Look for "Main" in each line of the entries, and return the matching lines.

(Saved data entries)
--- START ---
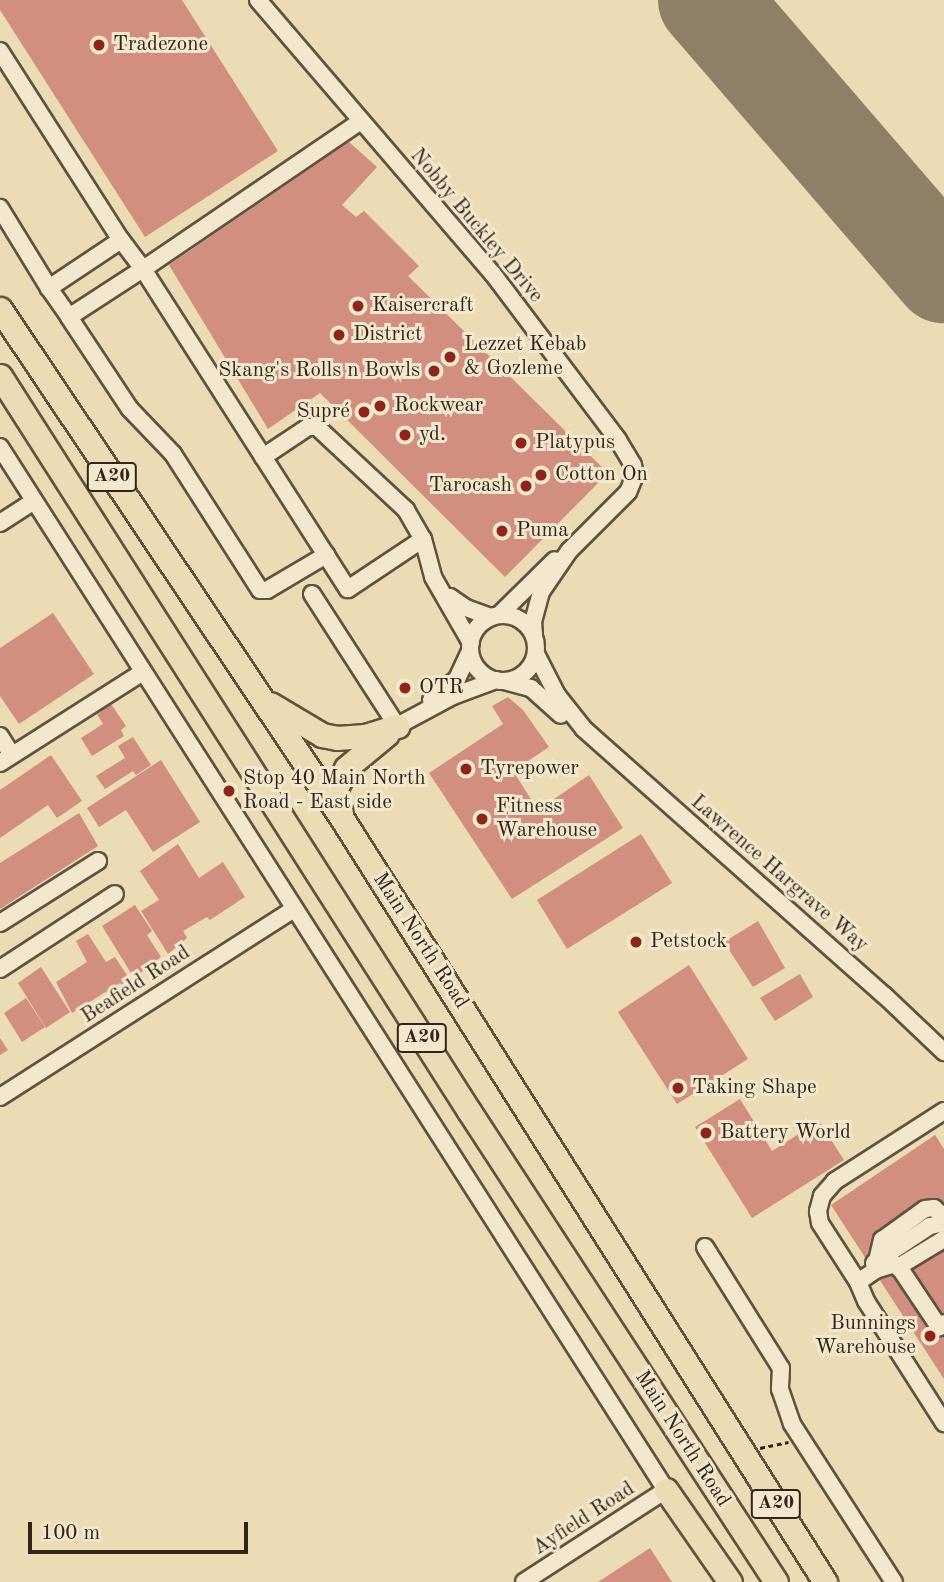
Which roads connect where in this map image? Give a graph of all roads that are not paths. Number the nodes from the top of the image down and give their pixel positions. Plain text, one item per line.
1 (258, 0) edge
2 (0, 51) edge
3 (361, 121) junction
4 (0, 208) edge
5 (121, 240) junction
6 (143, 270) junction
7 (49, 288) junction
8 (0, 309) edge
9 (69, 317) junction
10 (0, 376) edge
11 (0, 447) edge
12 (263, 457) junction
13 (34, 501) junction
14 (0, 523) edge
15 (423, 539) junction
16 (569, 551) junction
17 (326, 555) junction
18 (439, 589) junction
19 (312, 594) dead end
20 (495, 616) junction
21 (534, 636) junction
22 (471, 647) junction
23 (536, 654) junction
24 (143, 672) junction
25 (500, 681) junction
26 (262, 699) junction
27 (401, 724) junction
28 (584, 729) junction
29 (0, 736) edge
30 (6, 759) edge
31 (343, 820) junction
32 (98, 861) dead end
33 (115, 894) dead end
34 (295, 909) junction
35 (0, 923) edge
36 (0, 969) edge
37 (944, 1052) edge
38 (0, 1097) edge
39 (944, 1111) edge
40 (944, 1217) edge
41 (944, 1223) edge
42 (944, 1239) edge
43 (705, 1247) dead end
44 (877, 1261) junction
45 (898, 1267) junction
46 (856, 1279) junction
47 (944, 1323) edge
48 (944, 1423) edge
49 (666, 1490) junction
50 (524, 1582) edge
51 (730, 1582) edge
52 (776, 1582) edge
53 (825, 1582) edge
54 (894, 1582) edge

1 - 3 street, Nobby Buckley Drive
2 - 5 street
3 - 6 street
3 - 16 street, Nobby Buckley Drive
4 - 7 street
5 - 6 street
5 - 7 street
6 - 9 street
6 - 12 street
7 - 9 street
8 - 26 highway, Main North Road / A20
9 - 17 street
10 - 52 highway, Main North Road / A20
11 - 13 street, Main North Road
12 - 15 street
12 - 17 street
13 - 14 street
13 - 24 street, Main North Road
15 - 17 street
15 - 18 street
16 - 20 street, Nobby Buckley Drive
16 - 21 street, Nobby Buckley Drive
18 - 20 street
18 - 22 street
19 - 27 street
20 - 21 street
20 - 22 street
21 - 23 street
22 - 25 street
22 - 27 street
23 - 25 street
23 - 28 street, Lawrence Hargrave Way
24 - 30 street
24 - 34 street, Main North Road
25 - 27 street
25 - 28 street, Lawrence Hargrave Way
26 - 27 highway
26 - 31 highway, Main North Road / A20
27 - 31 highway
28 - 37 street, Lawrence Hargrave Way
29 - 30 street
31 - 53 highway, Main North Road / A20
32 - 35 street
33 - 36 street
34 - 38 street, Beafield Road
34 - 49 street, Main North Road
39 - 46 street
40 - 44 street
41 - 44 street
42 - 45 street
43 - 54 street
44 - 46 street
45 - 46 street
45 - 47 street
46 - 48 street
49 - 50 street, Ayfield Road
49 - 51 highway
--- END ---
[Reply to the task]:
8 - 26 highway, Main North Road / A20
10 - 52 highway, Main North Road / A20
11 - 13 street, Main North Road
13 - 24 street, Main North Road
24 - 34 street, Main North Road
26 - 31 highway, Main North Road / A20
31 - 53 highway, Main North Road / A20
34 - 49 street, Main North Road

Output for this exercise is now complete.